SUPPLIED ENTRIES Start Marker
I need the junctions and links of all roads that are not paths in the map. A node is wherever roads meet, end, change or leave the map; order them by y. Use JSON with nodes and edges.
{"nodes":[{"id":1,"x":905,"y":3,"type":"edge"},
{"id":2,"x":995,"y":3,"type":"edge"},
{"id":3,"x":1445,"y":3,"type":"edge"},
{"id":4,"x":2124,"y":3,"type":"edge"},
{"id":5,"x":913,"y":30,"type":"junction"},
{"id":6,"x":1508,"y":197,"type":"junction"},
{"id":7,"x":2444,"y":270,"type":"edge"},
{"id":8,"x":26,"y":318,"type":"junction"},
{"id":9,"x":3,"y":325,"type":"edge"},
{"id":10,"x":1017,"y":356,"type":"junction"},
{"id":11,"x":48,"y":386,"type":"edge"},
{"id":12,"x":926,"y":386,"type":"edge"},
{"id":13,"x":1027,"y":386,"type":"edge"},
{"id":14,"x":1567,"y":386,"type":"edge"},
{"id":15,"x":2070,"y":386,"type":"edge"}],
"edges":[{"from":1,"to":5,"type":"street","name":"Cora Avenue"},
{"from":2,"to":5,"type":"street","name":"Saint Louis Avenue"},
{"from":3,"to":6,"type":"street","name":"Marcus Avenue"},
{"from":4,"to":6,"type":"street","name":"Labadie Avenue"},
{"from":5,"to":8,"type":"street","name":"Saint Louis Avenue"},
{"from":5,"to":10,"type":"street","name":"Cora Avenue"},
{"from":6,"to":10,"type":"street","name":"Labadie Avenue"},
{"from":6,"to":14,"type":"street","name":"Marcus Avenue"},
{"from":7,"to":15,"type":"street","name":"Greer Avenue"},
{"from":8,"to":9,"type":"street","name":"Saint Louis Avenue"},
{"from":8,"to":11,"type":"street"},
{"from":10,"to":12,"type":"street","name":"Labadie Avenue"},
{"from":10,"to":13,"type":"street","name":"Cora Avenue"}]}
SUPPLIED ENTRIES End Marker
Look through the entries above. Extract each line with the word "Avenue".

> EXPECTED ANSWER
"edges":[{"from":1,"to":5,"type":"street","name":"Cora Avenue"},
{"from":2,"to":5,"type":"street","name":"Saint Louis Avenue"},
{"from":3,"to":6,"type":"street","name":"Marcus Avenue"},
{"from":4,"to":6,"type":"street","name":"Labadie Avenue"},
{"from":5,"to":8,"type":"street","name":"Saint Louis Avenue"},
{"from":5,"to":10,"type":"street","name":"Cora Avenue"},
{"from":6,"to":10,"type":"street","name":"Labadie Avenue"},
{"from":6,"to":14,"type":"street","name":"Marcus Avenue"},
{"from":7,"to":15,"type":"street","name":"Greer Avenue"},
{"from":8,"to":9,"type":"street","name":"Saint Louis Avenue"},
{"from":10,"to":12,"type":"street","name":"Labadie Avenue"},
{"from":10,"to":13,"type":"street","name":"Cora Avenue"}]}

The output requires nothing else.